Joint SLAC-LCLS-NERSC-ESNET-LANL- CAMERA Collaboration on Exascale Processing to Analyze
Cori supercomputer at NERSC. In a joint collaboration, CAMERA scientists, together with supercomputer experts at NERSC and network specialists at ESNET will team up with LCLS/SLAC and LANL scientists to build new algorithms, wokflow, and processing power to tackle the vast volumes of data expected to come from next generation light source experiments.
"X-ray lasers, such as SLAC’s Linac Coherent Light Source (LCLS) have been proven to be extremely powerful “microscopes” that are capable of glimpsing some of nature’s fastest and most fundamental processes on the atomic level. Researchers use LCLS, a DOE Office of Science User Facility, to create molecular movies, watch chemical bonds form and break, follow the path of electrons in materials and take 3-D snapshots of biological molecules that support the development of new drugs.
At the same time X-ray lasers also generate giant amounts of data. A typical experiment at LCLS, which fires 120 flashes per second, fills up hundreds of thousands of gigabytes of disk space. Analyzing such a data volume in a short amount of time is already very challenging. And this situation is set to become dramatically harder: The next-generation LCLS-II X-ray laser will deliver 8,000 times more X-ray pulses per second, resulting in a similar increase in data volumes and data rates. Estimates are that the data flow will greatly exceed a trillion data ‘bits’ per second, and require hundreds of petabytes of online disk storage.

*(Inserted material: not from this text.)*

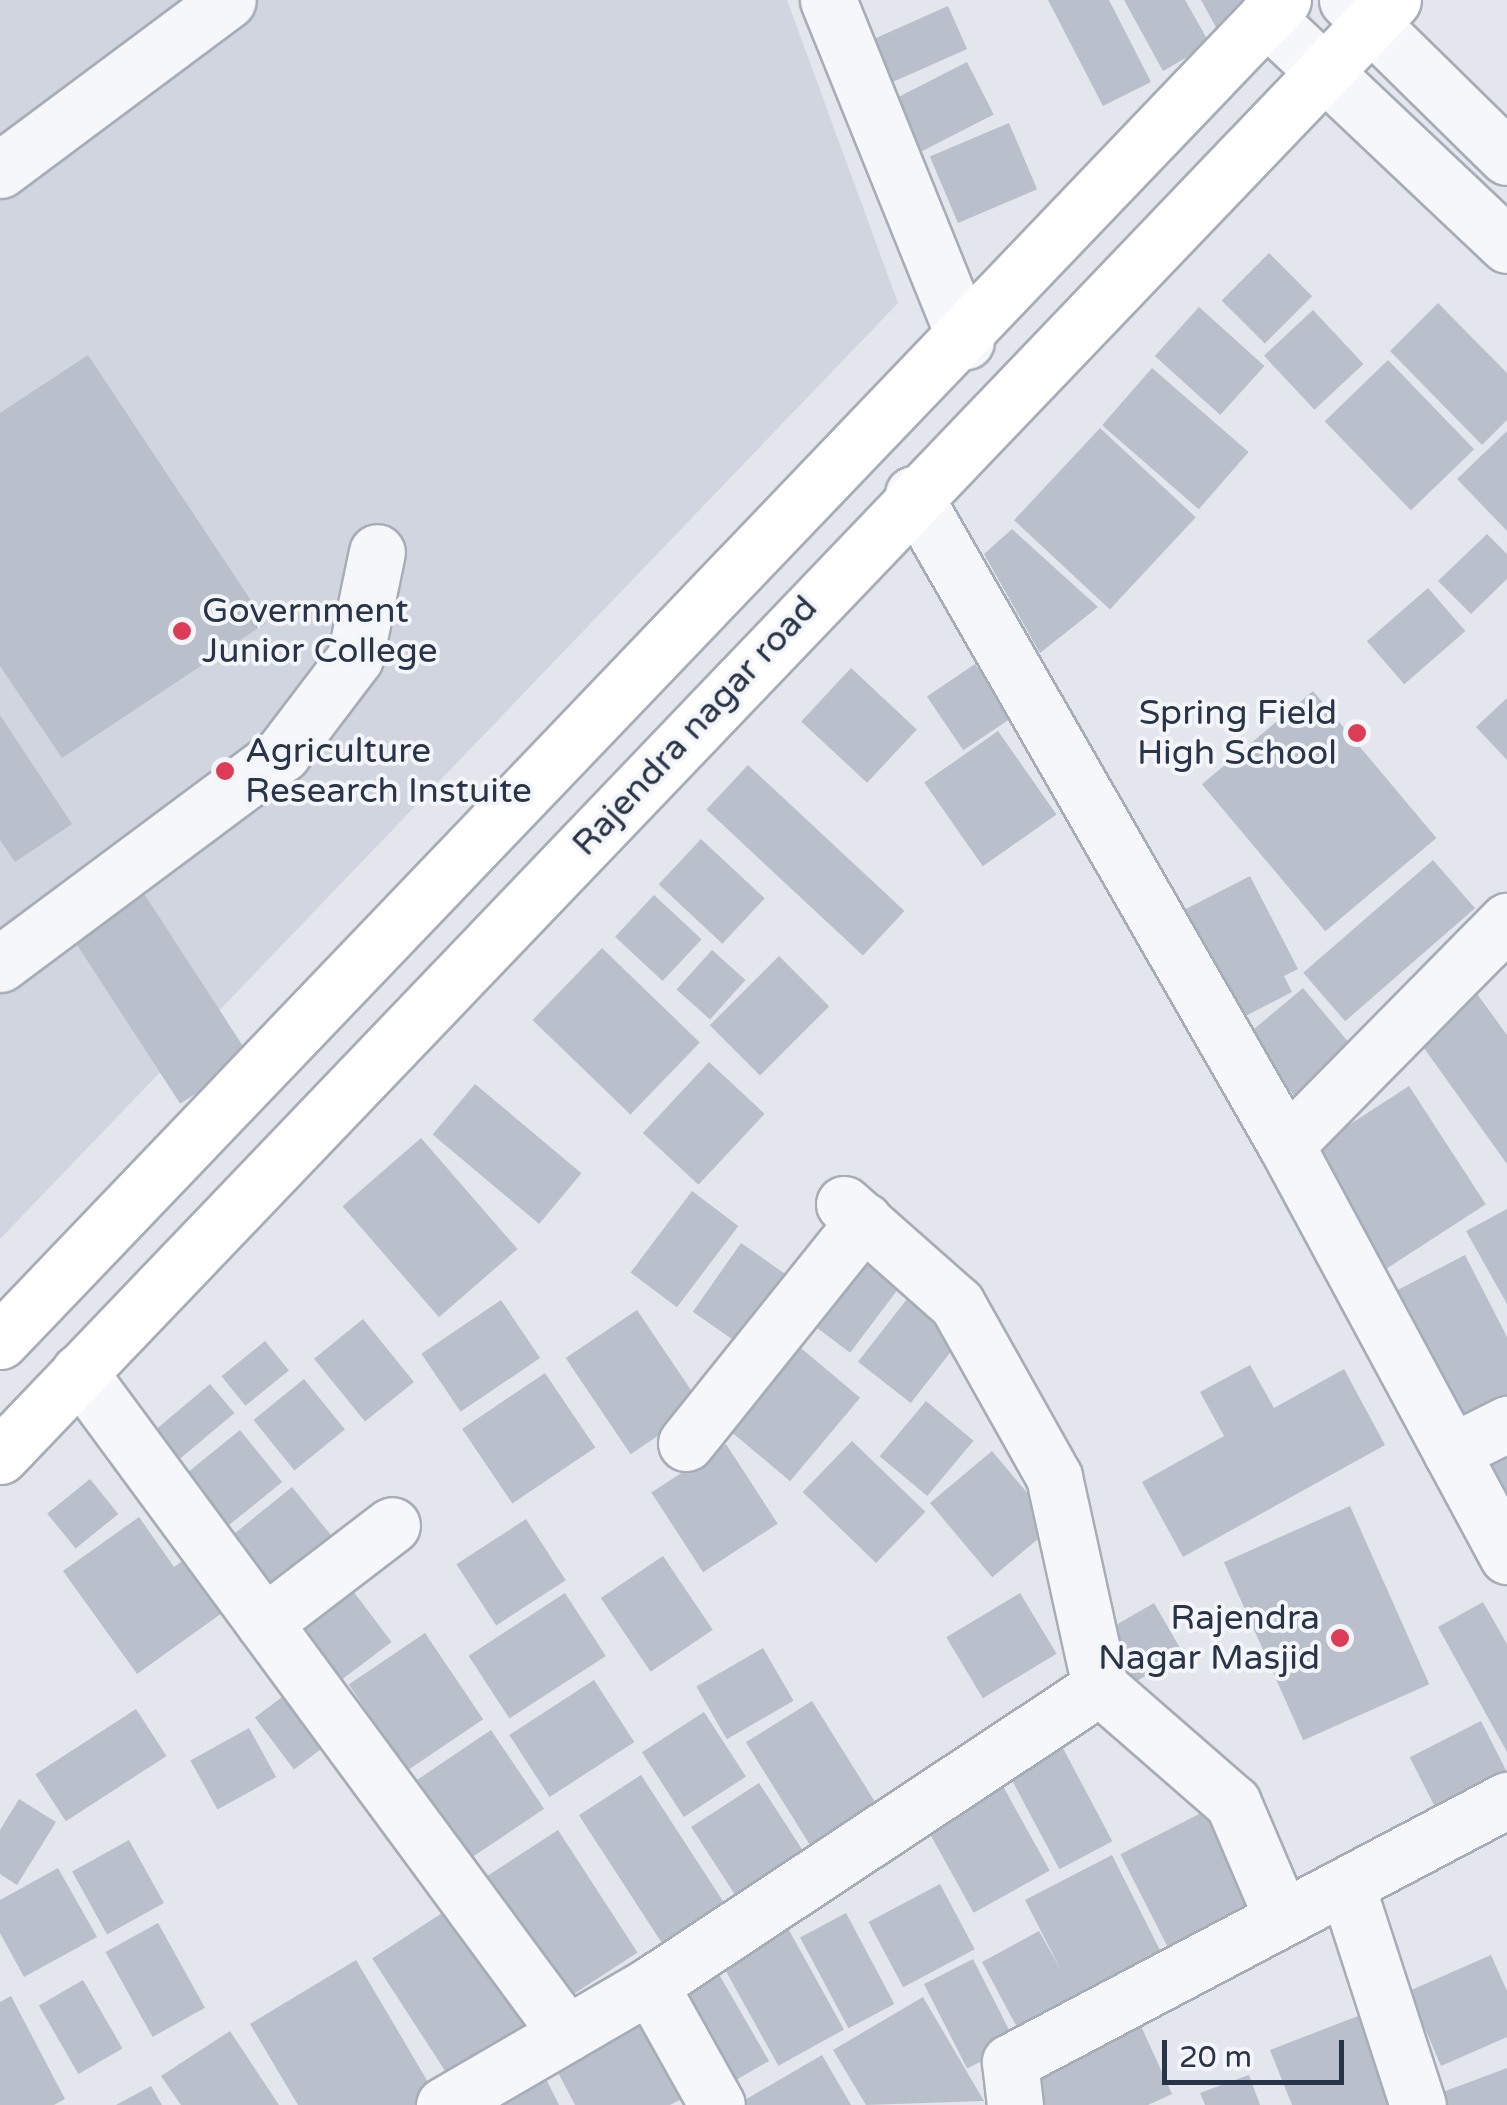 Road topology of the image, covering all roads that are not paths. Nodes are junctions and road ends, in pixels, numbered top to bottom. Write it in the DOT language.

As a result of the data flood even at today’s levels, researchers collecting data at X-ray lasers such as LCLS presently receive only very limited feedback regarding the quality of their data.
“This is a real problem because you might only find out days or weeks after your experiment that you should have made certain changes,” says Berkeley Lab’s Peter Zwart, one of the collaborators on the exascale project, who will develop computer algorithms for X-ray imaging of single particles. “If we were able to look at our data on the fly, we could often do much better experiments.”
Amedeo Perazzo, director of the LCLS Controls & Data Systems Division and principal investigator for this “ExaFEL” project, says, “We want to provide our users at LCLS, and in the future LCLS-II, with very fast feedback on their data so that can make important experimental decisions in almost real time. The idea is to send the data from LCLS via DOE’s broadband science network ESnet to NERSC, the National Energy Research Scientific Computing Center, where supercomputers will analyze the data and send the results back to us – all of that within just a few minutes.” NERSC and ESnet are DOE Office of Science User Facilities at Berkeley Lab.
X-ray data processing and analysis is quite an unusual task for supercomputers. “Traditionally these high-performance machines have mostly been used for complex simulations, such as climate modeling, rather than processing real-time data” Perazzo says. “So we’re breaking completely new ground with our project, and foresee a number of important future applications of the data processing techniques being developed.”
This project is enabled by the investments underway at SLAC to prepare for LCLS-II, with the installation of new infrastructure capable of handling these enormous amounts of data.
A number of partners will make additional crucial contributions.
At Berkeley Lab, we’ll be heavily involved in developing algorithms for specific use cases,” says James Sethian, a professor of mathematics at the University of California, Berkeley, and head of Berkeley Lab’s Mathematics Group and the Center for Advanced Mathematics for Energy Research Applications (CAMERA). “This includes work on two different sets of algorithms. The first set, developed by a team led by Nick Sauter, consists of well-established analysis programs that we’ll reconfigure for exascale computer architectures, whose larger computer power will allow us to do better, more complex physics. The other set is brand new software for emerging technologies such as single-particle imaging, which is being designed to allow scientists to study the atomic structure of single bacteria or viruses in their living state.”
The “ExaFEL” project led by Perazzo will take advantage of Aiken’s newly formed Stanford/SLAC team, and will collaborate with researchers at Los Alamos National Laboratory to develop systems software that operates in a manner that optimizes its use of the architecture of the new exascale computers.